<<<<

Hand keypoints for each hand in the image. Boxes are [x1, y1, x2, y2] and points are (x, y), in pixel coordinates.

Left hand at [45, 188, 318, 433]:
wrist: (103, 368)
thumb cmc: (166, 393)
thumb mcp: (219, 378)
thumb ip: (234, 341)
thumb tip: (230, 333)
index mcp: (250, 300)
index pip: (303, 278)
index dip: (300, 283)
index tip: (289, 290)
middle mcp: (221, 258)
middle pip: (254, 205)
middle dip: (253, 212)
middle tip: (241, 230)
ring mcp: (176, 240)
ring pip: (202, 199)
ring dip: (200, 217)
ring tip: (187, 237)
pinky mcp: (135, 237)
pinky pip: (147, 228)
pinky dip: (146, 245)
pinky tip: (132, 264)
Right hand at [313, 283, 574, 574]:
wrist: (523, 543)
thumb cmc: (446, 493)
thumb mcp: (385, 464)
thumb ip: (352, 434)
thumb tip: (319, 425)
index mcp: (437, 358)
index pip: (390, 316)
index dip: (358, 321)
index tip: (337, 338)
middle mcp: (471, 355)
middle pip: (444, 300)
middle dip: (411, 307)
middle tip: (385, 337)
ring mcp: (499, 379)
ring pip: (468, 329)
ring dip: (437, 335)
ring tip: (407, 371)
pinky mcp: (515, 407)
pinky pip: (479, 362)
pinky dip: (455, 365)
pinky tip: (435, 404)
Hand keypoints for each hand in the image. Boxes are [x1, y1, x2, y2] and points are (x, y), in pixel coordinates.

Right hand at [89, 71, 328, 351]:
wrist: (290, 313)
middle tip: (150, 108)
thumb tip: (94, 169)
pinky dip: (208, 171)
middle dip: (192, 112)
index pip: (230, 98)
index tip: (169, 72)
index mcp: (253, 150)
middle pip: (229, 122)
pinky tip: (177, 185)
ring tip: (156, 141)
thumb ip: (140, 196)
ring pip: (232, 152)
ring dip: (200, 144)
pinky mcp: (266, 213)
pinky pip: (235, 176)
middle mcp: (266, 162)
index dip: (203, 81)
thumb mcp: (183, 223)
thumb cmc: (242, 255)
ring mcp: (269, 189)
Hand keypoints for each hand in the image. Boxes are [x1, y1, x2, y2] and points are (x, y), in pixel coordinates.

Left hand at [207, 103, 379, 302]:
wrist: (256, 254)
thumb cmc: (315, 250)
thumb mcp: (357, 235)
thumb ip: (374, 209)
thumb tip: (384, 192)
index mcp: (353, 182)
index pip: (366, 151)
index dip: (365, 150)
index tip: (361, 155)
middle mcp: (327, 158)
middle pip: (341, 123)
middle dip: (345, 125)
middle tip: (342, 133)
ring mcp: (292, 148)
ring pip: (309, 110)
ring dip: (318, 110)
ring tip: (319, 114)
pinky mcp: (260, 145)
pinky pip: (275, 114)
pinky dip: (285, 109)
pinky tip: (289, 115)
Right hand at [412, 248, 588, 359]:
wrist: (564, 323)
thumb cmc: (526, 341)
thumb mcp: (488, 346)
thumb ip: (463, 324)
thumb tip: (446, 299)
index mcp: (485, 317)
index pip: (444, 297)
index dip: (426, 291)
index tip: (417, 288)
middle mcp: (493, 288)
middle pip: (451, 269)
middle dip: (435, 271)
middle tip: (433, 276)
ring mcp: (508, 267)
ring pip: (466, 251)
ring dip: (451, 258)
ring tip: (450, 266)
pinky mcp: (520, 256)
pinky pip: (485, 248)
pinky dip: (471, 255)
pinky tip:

>>>>

Find the word "Right" in the records, and report each line that has it.

Right hand at [313, 283, 574, 574]:
Right hand at [89, 71, 328, 351]:
Right hand at [412, 248, 588, 359]:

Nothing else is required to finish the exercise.